Last Sunday, September 11, was a momentous anniversary and solemn occasion. And yet, we were comforted to see how food bridges cultural divides, and how the pursuit of fresh food and the celebration of a farmers’ market can bring together so many diverse people.
As part of a study, we were counting customers at the Waverly and JFX farmers’ markets, here in Baltimore. Our goal is to determine just how many people visit the markets. In coming weeks, we’ll be counting visitors to the markets and interviewing a selection of those customers to help analyze the markets’ impact and economic reach. Baltimore is one of three cities selected for testing using a methodology developed by New Orleans–based Market Umbrella, thanks to funding from the Surdna Foundation.
Wielding our hand counters, we posted ourselves at the five entrances of the JFX market. As we admired the quality, diversity and variety of fresh fruits and vegetables, as well as herbs, spices, flowers, and savored the smells of foods being prepared, I (Ann) found myself wishing that the produce at my own beloved Alexandria market was as extensive and varied.

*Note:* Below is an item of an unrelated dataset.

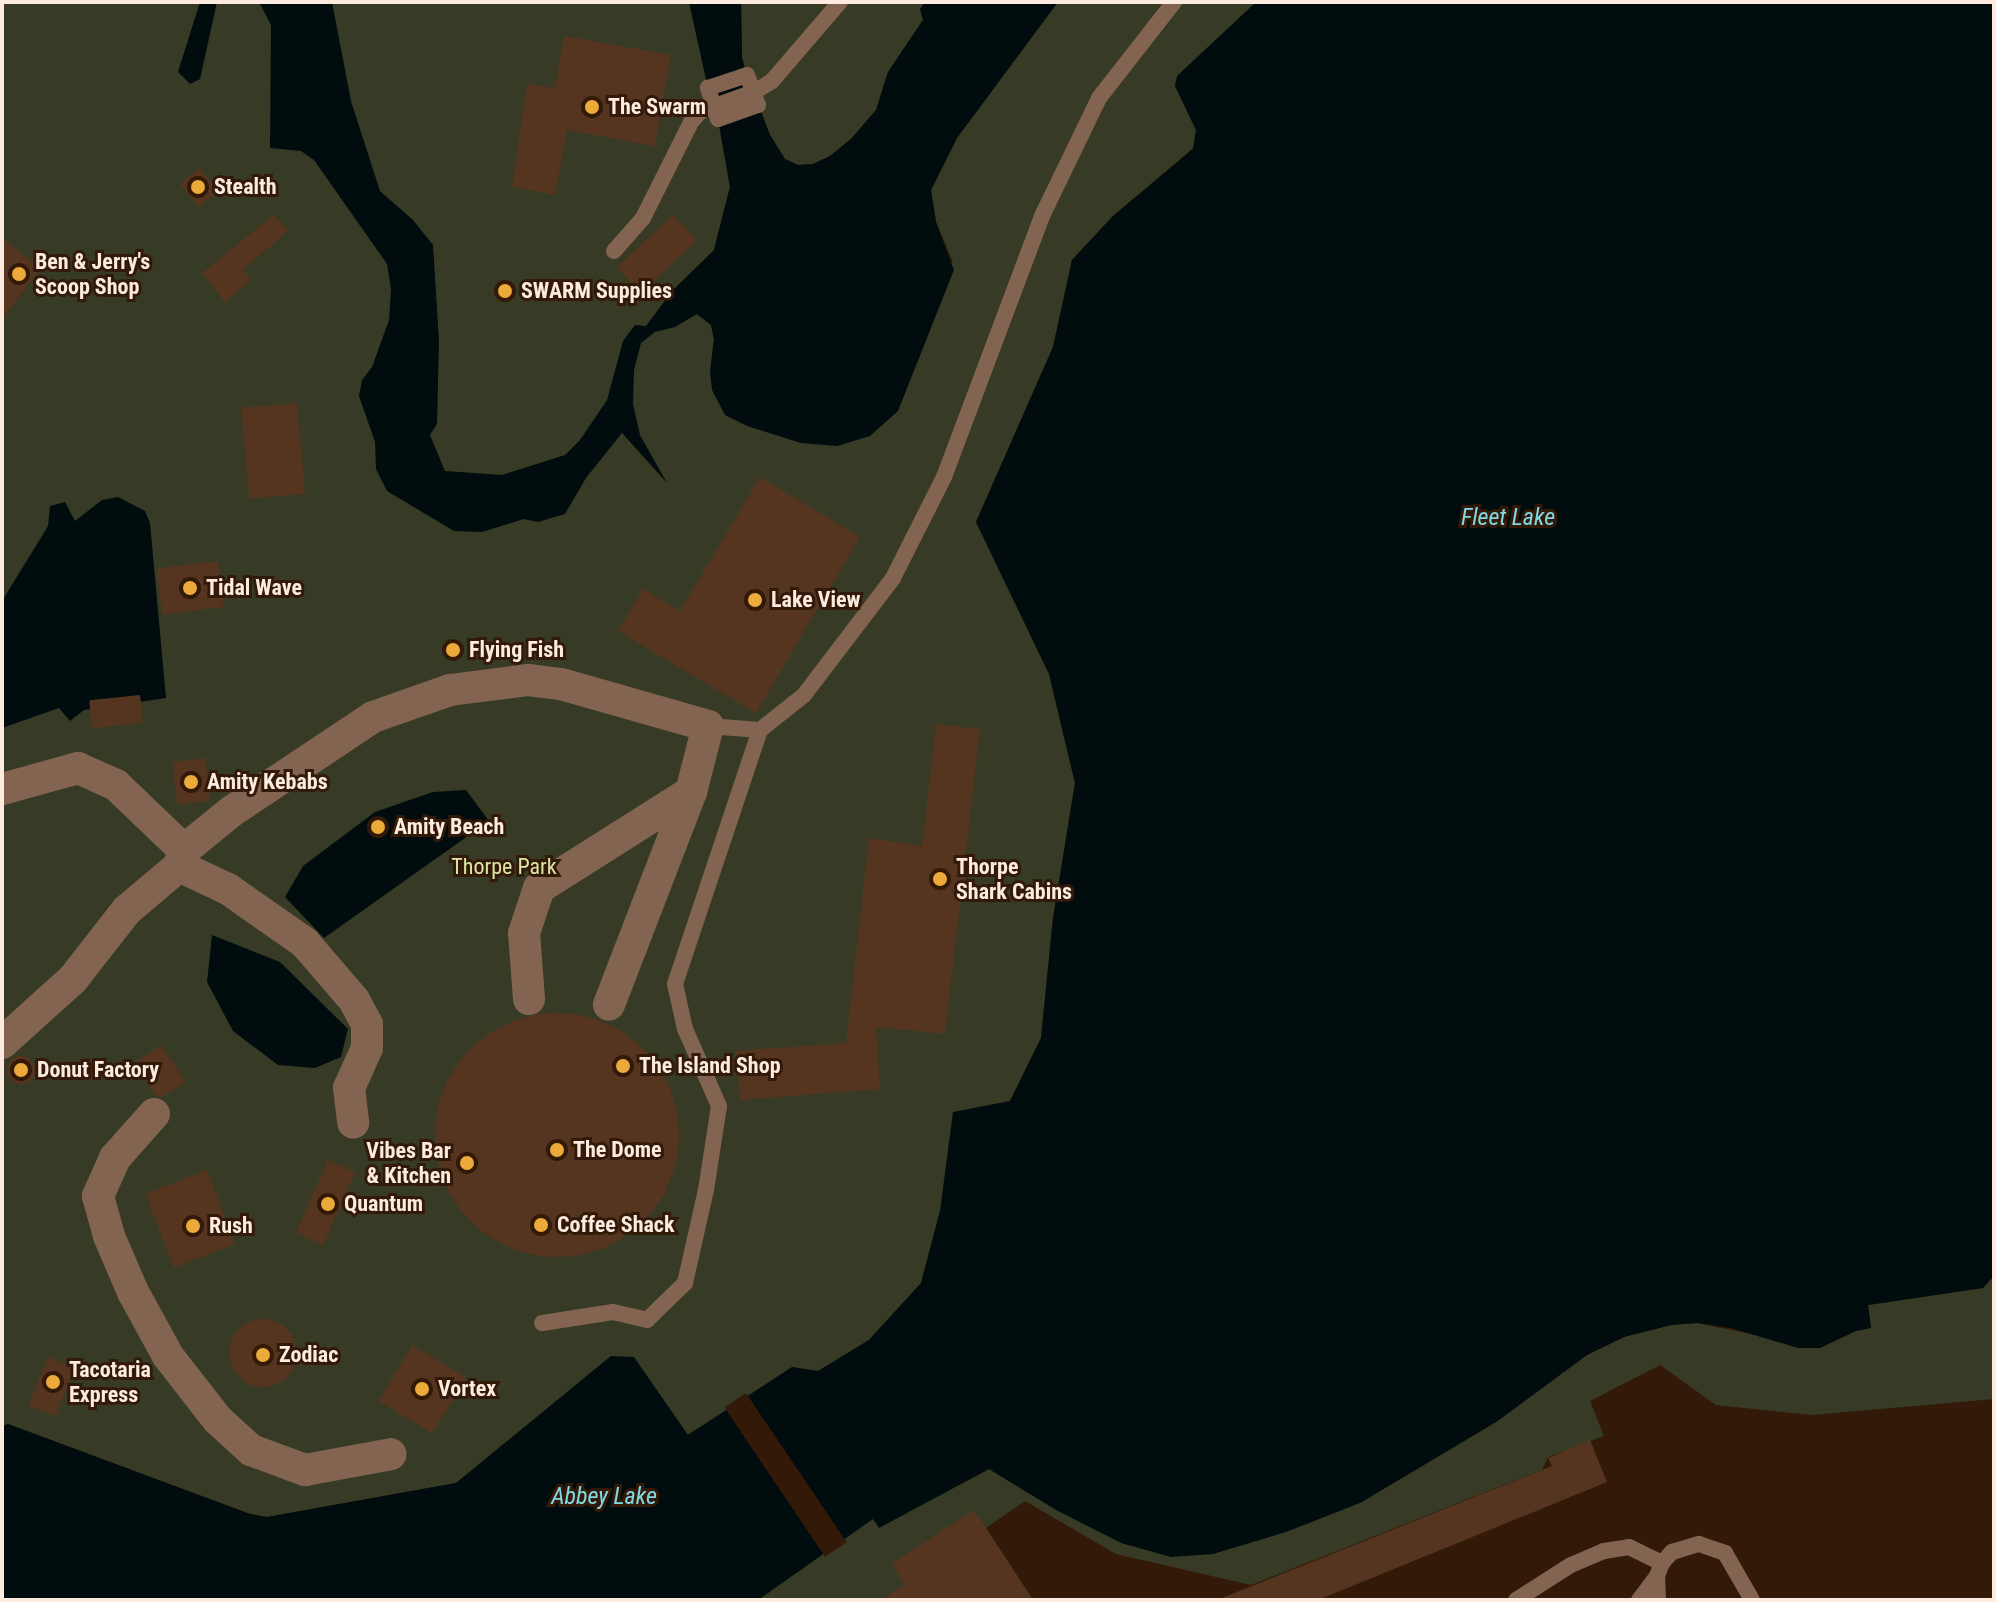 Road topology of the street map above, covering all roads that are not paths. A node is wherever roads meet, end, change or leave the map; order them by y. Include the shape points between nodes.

According to the vendors, it was a slow day at the farmer’s markets—slow, but far from boring. The market attracts people from all over the Baltimore region. Customers included Ravens fans resplendent in their attire, those returning from worship, as well as the young, old, pierced or preppy on foot, wheel and walkers preparing to shop. Their common goal: the search of fresh, locally grown food.